Ironically, all this heat is being generated over an issue where the proposed investor protections are not, in and of themselves, particularly controversial. After all, the SEC's Investor Advisory Committee - which is made up of members appointed by both Republican and Democratic commissioners (and of which I am a member) - gave unanimous approval last fall to a set of recommendations to incorporate investor protections in any final rule lifting the ban on general solicitation. Even members of the committee who represent financial services firms that would be affected by the rules were able to support the recommendations.
There is every reason to believe then that, had the Commission followed normal rulemaking procedures from the outset and proposed a rule that incorporated investor protections along these lines, a compromise could have been reached and a final rule could have been adopted months ago.

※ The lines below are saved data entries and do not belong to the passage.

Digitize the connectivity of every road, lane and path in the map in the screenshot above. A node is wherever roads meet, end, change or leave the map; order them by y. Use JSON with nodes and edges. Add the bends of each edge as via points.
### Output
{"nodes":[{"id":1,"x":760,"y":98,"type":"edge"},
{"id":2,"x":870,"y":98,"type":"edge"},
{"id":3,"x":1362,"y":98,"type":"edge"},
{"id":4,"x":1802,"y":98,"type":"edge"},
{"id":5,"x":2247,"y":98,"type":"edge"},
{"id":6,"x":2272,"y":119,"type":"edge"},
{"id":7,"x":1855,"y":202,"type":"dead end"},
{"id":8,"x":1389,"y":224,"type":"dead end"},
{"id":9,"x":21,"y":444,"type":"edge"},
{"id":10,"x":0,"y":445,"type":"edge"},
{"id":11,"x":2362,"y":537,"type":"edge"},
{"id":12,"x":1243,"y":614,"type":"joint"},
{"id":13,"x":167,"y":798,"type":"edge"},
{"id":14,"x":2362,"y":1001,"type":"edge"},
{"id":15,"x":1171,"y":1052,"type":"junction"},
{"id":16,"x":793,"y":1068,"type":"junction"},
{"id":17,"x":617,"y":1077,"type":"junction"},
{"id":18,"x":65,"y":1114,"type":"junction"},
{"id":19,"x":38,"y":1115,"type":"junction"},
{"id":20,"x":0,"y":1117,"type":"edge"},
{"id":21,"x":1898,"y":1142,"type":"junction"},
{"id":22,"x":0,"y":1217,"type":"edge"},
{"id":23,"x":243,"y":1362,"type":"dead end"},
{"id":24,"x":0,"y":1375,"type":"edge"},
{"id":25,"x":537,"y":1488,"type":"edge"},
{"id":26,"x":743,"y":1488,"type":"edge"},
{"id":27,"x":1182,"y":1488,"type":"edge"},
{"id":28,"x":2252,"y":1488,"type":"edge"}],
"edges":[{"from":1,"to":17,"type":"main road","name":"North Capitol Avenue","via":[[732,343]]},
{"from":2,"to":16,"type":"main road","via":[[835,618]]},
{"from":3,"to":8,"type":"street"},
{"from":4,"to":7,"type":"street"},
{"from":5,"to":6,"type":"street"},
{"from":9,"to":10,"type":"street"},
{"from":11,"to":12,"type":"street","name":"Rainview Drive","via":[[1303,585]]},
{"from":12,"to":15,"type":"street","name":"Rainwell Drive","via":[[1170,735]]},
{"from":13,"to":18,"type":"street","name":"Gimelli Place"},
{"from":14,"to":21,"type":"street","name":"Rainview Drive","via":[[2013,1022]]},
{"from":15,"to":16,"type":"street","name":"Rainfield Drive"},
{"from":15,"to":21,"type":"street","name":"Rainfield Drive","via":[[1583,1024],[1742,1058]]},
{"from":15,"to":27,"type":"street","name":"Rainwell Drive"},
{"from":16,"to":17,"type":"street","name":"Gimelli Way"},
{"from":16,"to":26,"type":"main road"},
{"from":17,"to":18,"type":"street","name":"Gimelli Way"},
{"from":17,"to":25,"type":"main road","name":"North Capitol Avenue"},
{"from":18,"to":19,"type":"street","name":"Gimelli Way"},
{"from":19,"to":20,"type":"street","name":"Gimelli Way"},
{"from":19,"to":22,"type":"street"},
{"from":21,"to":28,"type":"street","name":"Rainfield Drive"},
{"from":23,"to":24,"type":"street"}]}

It strikes us as no coincidence that House Republicans have chosen this moment to heat up their rhetoric. Mary Jo White has recently been installed as SEC Chairman, and in light of the other commissioners' apparently divided views, the decision on how to move forward on the general solicitation rule is likely to rest with her. She is left with an uncomfortable choice:
- If she gives in to the congressional critics and moves forward with a final rule based on the existing legally deficient rule proposal, she will leave investors in private offerings vulnerable to abuse and send the troubling message that investors' concerns can be easily overridden by a little carefully applied political pressure.
- If she does the right thing and re-proposes a rule that incorporates basic investor safeguards, she will end up on the receiving end of the considerable ire congressional Republicans inevitably direct at any regulator who stands up for market integrity and investor protection.
Unfortunately for Chairman White, there is no middle ground. Of course, no one said this job was going to be easy. How she handles this early, difficult test will tell us a lot about what we can expect from the SEC under her leadership.